日経ビジネスオンラインの連載に「人生の諸問題」というものがある。
コラムニストの小田嶋隆とCMプランナーの岡康道の対談だ。

小田嶋隆の名前を聞いたことがある人はいるかも知れないが、岡康道は一般にはあまり知られていないかも知れない。彼は「南アルプス天然水」やJR東の「その先の日本へ」、「モルツ球団」などで一時代を築いたプランナーで、今はタグボートという広告のクリエイティブエージェンシーを率いている。そして20代後半、広告業界に身をおいていた私の憧れの人でもあった。

私は知らなかったのだが小田嶋氏と岡氏は高校の同級生であり、そのことでこの対談が成立したらしい。

同級生だからこそ、お互いを洟垂れ小僧の頃から知っている。お互いのいいところ、悪いところ、青臭いところ、バカげたところすべてを知っている。それを隠しようがないのが同級生であり、そして久しぶりの邂逅を済ませた元同級生の話はそういうところから始めるしかない。

連載の初期には二人の中年の驚くほど青臭く、驚くほどアホ臭い、つまり驚くほどリアルな高校生の姿があった。
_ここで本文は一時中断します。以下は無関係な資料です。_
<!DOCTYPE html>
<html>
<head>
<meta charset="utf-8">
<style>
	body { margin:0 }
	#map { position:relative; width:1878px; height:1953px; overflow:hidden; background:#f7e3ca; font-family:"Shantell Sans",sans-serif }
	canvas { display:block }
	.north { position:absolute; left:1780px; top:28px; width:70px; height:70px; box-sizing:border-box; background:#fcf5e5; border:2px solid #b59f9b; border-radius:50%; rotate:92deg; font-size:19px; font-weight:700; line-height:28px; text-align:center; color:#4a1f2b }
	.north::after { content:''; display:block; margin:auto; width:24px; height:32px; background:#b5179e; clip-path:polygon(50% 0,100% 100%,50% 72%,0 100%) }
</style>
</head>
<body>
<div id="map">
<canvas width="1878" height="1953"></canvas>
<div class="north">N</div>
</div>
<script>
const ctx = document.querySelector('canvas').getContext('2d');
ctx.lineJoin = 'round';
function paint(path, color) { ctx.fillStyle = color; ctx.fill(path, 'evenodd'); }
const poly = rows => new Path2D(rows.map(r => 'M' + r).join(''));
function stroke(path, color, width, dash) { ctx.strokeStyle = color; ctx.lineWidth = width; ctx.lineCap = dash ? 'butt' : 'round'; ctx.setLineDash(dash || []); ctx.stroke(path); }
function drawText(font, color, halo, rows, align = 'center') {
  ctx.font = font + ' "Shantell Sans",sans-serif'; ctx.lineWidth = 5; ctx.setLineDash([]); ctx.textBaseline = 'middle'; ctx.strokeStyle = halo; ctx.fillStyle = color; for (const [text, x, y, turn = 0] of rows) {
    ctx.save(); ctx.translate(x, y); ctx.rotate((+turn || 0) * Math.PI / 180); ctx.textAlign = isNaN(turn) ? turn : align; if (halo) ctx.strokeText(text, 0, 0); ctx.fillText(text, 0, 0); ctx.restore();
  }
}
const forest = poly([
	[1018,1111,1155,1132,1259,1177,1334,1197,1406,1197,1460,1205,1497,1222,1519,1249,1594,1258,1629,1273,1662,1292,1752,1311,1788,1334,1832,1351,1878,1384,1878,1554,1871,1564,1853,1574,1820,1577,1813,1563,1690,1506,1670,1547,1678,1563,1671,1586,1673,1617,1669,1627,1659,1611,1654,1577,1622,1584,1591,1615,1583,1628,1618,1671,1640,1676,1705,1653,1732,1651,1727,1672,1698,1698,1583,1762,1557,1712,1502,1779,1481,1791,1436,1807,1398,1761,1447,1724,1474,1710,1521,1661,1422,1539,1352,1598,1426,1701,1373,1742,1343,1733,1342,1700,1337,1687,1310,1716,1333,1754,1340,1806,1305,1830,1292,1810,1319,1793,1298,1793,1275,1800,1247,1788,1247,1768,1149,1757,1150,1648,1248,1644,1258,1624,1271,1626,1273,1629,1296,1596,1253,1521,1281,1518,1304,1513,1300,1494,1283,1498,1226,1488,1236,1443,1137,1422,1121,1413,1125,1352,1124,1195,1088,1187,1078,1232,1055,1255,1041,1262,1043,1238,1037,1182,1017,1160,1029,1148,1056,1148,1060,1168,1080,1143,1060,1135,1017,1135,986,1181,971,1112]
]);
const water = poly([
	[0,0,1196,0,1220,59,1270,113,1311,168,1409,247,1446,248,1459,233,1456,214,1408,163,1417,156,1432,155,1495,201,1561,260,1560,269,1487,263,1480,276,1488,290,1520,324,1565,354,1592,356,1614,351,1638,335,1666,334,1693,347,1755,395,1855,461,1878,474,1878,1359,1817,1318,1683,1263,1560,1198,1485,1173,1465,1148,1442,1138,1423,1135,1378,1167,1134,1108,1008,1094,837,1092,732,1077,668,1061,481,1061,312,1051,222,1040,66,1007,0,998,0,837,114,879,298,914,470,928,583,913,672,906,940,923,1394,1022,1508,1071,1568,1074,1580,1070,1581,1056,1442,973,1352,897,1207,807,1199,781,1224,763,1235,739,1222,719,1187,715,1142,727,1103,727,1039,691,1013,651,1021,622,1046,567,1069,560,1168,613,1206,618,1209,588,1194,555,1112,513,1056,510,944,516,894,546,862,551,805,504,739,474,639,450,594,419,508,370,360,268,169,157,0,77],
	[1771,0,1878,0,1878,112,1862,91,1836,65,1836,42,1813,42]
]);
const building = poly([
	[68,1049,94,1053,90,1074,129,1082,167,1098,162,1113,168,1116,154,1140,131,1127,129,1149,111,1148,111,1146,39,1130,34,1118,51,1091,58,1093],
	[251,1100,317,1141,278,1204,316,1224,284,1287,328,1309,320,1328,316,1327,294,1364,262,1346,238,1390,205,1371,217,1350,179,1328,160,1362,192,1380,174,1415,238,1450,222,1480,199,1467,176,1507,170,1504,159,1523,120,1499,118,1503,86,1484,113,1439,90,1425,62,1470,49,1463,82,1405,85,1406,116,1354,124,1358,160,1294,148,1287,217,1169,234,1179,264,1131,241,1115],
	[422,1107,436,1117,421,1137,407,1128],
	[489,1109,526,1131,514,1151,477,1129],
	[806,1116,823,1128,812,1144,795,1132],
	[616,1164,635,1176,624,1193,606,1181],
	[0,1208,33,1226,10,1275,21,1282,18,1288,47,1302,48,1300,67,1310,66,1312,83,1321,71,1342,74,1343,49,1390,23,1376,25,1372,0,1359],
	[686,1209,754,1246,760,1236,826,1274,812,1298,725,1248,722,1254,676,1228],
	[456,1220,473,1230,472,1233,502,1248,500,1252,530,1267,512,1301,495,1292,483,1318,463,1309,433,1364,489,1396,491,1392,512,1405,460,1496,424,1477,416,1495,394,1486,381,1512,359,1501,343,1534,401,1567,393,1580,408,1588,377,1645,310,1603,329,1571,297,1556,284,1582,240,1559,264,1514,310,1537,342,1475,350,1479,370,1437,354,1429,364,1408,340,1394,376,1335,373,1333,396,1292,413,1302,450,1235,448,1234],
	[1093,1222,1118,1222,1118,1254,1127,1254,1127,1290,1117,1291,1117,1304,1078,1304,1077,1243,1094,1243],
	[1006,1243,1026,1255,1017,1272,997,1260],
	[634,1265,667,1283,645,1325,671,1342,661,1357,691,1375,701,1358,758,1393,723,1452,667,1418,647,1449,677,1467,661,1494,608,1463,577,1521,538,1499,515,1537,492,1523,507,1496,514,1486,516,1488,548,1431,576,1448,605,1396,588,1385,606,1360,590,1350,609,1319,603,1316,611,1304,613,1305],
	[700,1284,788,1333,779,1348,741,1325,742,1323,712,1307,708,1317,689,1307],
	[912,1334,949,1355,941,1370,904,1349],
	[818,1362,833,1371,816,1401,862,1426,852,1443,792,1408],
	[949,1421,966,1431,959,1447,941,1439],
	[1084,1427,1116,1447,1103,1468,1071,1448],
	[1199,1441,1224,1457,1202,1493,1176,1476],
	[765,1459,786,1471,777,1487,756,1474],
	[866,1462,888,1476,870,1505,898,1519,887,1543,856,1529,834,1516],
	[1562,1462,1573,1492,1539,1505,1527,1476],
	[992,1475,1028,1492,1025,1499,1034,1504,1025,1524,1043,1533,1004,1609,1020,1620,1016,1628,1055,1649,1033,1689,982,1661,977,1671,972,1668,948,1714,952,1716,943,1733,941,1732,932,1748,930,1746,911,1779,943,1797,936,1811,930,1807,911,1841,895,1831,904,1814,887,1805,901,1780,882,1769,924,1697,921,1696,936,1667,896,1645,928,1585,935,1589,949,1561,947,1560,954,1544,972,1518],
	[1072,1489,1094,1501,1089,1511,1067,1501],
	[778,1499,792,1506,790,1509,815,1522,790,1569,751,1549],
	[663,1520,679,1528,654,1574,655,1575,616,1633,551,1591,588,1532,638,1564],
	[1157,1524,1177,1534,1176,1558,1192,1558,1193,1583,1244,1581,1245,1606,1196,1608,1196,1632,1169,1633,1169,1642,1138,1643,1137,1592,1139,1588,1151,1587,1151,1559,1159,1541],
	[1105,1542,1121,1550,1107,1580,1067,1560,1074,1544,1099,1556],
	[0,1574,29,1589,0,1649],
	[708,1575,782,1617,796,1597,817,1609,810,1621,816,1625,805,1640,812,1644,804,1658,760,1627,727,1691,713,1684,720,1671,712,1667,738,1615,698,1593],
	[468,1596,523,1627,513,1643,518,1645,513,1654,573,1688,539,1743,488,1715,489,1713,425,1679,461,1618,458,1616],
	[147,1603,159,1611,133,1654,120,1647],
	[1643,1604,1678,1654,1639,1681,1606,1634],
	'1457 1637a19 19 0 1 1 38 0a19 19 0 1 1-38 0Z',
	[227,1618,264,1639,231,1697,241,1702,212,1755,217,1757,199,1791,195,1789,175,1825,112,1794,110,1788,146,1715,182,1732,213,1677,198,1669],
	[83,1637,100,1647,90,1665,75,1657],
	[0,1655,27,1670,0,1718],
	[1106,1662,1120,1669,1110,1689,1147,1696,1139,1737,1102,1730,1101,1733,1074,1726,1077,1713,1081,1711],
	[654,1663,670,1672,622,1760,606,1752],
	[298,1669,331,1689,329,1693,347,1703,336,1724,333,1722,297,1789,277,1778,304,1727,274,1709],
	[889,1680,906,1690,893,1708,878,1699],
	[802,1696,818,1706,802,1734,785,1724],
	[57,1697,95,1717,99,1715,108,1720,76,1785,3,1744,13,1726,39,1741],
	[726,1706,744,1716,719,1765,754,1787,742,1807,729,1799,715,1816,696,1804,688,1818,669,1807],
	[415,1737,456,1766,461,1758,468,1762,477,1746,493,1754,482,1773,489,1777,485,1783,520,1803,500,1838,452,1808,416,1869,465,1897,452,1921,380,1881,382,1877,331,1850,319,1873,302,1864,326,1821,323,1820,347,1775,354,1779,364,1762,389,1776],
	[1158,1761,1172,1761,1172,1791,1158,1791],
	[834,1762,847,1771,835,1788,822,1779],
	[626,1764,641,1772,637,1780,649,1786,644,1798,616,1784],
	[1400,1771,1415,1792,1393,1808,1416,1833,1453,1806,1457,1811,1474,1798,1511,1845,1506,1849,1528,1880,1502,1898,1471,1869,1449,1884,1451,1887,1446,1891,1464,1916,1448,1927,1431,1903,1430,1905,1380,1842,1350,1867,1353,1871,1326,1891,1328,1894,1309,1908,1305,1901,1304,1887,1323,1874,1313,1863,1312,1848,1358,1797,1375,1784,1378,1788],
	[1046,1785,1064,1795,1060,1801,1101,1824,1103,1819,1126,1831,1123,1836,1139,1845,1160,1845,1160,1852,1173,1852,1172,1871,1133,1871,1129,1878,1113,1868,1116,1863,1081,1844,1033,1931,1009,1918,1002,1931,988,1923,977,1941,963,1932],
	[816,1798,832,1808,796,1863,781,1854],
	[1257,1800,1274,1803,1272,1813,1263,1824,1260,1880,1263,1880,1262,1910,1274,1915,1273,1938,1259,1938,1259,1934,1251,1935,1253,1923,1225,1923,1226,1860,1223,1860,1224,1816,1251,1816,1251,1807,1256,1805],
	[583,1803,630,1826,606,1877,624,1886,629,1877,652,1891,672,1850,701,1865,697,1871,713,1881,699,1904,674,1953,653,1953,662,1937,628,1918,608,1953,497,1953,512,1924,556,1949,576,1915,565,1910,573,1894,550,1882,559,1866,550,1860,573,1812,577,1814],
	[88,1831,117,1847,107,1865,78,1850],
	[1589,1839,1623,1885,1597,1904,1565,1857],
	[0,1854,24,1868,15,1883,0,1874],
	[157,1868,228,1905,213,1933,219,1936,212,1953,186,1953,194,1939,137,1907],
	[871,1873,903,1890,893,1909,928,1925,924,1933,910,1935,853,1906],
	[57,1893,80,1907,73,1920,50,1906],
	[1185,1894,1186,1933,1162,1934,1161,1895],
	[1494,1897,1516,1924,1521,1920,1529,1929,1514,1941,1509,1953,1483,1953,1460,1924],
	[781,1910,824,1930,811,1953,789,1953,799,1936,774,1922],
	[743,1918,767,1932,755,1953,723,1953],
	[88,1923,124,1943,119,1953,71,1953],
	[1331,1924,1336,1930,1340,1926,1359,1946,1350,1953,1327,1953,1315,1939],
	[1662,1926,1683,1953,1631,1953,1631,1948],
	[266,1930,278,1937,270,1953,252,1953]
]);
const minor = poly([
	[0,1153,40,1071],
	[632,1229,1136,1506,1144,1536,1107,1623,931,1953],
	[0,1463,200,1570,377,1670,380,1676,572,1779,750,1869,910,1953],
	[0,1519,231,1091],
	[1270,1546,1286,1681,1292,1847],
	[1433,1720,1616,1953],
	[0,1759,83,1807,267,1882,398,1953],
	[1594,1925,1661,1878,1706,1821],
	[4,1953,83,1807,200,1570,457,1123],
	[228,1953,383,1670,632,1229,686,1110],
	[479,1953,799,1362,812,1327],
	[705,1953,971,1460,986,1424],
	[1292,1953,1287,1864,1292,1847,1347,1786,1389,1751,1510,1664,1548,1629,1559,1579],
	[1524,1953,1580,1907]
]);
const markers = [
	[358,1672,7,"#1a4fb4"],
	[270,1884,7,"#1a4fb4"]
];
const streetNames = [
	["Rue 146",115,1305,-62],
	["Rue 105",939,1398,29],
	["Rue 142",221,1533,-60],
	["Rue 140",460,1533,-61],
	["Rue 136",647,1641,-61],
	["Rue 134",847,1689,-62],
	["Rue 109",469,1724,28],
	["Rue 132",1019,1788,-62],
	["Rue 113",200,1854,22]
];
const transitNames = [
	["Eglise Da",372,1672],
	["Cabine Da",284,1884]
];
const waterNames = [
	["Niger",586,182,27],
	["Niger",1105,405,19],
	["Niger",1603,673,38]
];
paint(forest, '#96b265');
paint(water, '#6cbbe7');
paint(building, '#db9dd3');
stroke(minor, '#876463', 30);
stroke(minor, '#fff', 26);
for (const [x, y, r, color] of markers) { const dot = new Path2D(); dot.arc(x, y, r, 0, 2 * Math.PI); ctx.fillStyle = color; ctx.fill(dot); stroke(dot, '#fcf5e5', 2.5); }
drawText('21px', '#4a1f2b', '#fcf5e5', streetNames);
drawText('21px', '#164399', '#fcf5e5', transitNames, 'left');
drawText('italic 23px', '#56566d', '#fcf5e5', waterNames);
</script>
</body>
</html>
驚くべくもなく自分の高校時代と重なる。

あれから倍以上の年月を生き、油断をすればブログなどでも政治の話やら経済の話やら難しい話をしたがる。まあそういう話が好きなのだからそれはそれで仕方もないのだけれども、どうやったら女の子にモテるだとか、みんなが笑い転げるほどバカバカしいことをしてやろうとか、オレはすごい奴になれるんじゃないかとかだけ考えて過ごしていた日々が過去には確実に存在していた。「人生の諸問題」を読んでそんな日々が急に懐かしく感じられた。

そしてなんだか急に自分がつまらない人間になってしまったのではないかと不安になってしまった。もとより面白い人間であったわけではないけれども、知識も常識もカネもなく自由と体力と未来だけは持て余していた頃が眩しく思えてきた。

高校生の頃は将来ひとかどの人物になれるだろうかと考えていた。
あれから二十年経ち、高校生の頃のように輝けるかを考えている。
人生の諸問題。

明日から学生時代の友だちがグアムに遊びに来る。